The U.S. 10th Circuit Court case was between Southern Utah Wilderness Alliance and the U.S. Bureau of Land Management on the one hand and three counties – Kane, Garfield and San Juan – on the other.
The case involved 16 road rights of way the counties assert belonged to the local governments under the federal RS-2477 statute, indicated the Utah Attorney General’s Office.
In the decision, a panel of three federal adjudicators unanimously rejected the BLM’s administrative determinations that a judge of the Utah district court affirmed in disallowing the roads.
The appellate court ruling stated, however, that the BLM lacked authority to conduct the administrative determinations, pointed out the attorney general’s office.
The U.S. 10th Circuit Court rejected numerous standards employed by the BLM determinations, including a requirement that the roads be established by mechanical construction.
The appealate judges also rejected the BLM’s contention that a 1910 coal withdrawal, over which some of the roads run, disqualified the area for establishment of RS-2477 roads, noted the attorney general’s office.
Instead, the U.S. 10 Circuit Court of Appeals upeld the arguments by the counties that the correct law to apply in determining whether the roads are valid under RS-2477 is Utah law, continued the attorney general’s office.
The Utah law cited in connection with the case specifies that continuous use for 10 years prior to 1976 is sufficient to establish an RS-2477 right of way on similar roads at locations across the state.
The decision has been remanded to the district court for complete review under the standards declared in the U.S. 10th Circuit opinion.

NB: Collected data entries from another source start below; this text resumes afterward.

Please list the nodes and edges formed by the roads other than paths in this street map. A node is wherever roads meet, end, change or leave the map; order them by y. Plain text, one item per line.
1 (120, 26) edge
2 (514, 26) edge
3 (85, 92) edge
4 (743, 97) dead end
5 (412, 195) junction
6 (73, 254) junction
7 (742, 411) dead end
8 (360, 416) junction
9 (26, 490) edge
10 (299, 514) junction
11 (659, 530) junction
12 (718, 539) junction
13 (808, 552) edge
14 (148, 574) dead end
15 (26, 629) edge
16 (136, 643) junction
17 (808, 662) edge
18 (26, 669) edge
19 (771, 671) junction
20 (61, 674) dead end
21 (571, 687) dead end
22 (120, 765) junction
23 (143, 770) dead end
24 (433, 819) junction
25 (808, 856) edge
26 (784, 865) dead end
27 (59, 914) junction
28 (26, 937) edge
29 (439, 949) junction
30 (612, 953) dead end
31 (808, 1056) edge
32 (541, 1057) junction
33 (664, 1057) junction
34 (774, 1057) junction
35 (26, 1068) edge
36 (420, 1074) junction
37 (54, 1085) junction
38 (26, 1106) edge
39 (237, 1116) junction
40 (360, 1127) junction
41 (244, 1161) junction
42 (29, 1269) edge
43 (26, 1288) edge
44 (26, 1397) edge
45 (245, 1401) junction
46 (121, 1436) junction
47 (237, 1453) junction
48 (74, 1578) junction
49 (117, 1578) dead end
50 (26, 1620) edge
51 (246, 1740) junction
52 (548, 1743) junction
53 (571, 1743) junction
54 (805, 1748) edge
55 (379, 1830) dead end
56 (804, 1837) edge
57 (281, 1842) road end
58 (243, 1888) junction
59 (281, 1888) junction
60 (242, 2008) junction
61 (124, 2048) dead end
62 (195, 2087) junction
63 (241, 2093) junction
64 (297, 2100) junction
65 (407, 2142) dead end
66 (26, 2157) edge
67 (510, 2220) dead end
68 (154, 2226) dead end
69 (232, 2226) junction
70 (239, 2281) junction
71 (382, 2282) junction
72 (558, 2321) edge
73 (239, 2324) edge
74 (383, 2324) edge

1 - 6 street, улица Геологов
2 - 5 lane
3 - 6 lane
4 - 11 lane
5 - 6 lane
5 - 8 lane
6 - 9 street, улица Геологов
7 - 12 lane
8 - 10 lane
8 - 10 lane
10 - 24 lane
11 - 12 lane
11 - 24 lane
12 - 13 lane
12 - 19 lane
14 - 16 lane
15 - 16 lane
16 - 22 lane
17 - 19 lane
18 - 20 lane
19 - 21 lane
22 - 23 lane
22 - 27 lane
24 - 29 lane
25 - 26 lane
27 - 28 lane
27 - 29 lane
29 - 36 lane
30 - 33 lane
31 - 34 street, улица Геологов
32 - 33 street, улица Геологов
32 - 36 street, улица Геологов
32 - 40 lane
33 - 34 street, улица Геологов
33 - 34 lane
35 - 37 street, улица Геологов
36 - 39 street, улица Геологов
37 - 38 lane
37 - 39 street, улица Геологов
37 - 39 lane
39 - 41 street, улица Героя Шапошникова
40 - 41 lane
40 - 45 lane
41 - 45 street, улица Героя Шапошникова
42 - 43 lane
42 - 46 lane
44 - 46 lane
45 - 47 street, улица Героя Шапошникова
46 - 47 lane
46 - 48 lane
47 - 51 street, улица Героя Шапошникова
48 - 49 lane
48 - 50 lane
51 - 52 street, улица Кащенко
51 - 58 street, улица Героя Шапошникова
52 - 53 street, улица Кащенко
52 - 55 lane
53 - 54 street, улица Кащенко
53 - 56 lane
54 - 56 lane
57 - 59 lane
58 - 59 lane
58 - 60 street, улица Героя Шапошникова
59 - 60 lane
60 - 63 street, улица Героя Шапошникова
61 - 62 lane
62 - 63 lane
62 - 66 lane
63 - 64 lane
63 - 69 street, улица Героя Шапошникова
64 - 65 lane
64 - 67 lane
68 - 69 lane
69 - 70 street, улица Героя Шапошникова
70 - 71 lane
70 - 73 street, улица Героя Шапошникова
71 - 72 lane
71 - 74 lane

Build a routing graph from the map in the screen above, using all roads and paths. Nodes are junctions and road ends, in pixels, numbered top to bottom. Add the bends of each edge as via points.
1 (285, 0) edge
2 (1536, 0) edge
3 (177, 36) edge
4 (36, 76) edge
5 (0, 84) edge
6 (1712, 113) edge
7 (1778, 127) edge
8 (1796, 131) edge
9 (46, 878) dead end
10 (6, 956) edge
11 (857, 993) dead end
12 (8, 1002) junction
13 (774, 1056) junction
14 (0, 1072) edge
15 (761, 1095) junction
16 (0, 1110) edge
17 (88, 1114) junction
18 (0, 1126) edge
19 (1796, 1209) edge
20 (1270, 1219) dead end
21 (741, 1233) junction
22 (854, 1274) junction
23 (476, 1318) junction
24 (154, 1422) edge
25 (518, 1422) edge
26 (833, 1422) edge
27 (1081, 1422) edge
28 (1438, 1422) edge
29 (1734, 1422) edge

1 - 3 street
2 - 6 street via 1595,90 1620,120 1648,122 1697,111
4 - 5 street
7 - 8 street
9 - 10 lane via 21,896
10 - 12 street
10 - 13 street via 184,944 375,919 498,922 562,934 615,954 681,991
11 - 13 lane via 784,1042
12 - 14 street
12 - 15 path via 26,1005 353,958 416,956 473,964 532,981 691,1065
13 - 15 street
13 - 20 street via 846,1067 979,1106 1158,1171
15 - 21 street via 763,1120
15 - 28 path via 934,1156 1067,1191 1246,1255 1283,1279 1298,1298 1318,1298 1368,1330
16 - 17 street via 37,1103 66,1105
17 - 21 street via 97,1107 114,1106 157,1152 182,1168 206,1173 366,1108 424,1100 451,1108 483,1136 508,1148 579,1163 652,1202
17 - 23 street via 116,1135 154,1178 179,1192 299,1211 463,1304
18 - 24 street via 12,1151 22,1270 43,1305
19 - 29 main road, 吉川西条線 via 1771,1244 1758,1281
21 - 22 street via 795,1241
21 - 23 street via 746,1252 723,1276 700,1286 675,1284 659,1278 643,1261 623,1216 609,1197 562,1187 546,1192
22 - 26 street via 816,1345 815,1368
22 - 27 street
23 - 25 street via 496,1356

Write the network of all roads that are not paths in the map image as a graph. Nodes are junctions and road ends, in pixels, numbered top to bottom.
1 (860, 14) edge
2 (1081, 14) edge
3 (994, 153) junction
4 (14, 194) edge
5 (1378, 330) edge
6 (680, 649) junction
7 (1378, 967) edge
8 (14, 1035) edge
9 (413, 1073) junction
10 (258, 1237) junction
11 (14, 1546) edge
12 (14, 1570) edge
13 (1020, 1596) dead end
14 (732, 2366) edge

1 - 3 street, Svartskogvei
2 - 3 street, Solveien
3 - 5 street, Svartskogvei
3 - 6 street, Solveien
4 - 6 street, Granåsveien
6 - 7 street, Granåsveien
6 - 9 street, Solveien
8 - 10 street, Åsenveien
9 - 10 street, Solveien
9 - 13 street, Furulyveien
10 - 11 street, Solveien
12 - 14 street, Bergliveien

“This is a major victory for the counties as well as the State, who have been seeking to establish countywide road systems for general public access,” said Ralph Finlayson, assistant attorney general. “This case has been in litigation since 1996, when Kane, Garfield and San Juan counties were accused of trespass for performing maintenance on roads they asserted as their rights of way under the federal law.”
“Our legal system sometimes requires patience, but the results are worth the wait. I am very happy with the court’s decision and applaud the counties for staying the course despite much unwarranted criticism that often found its way into the media,” concluded Finlayson, who represented Kane and Garfield counties in the case.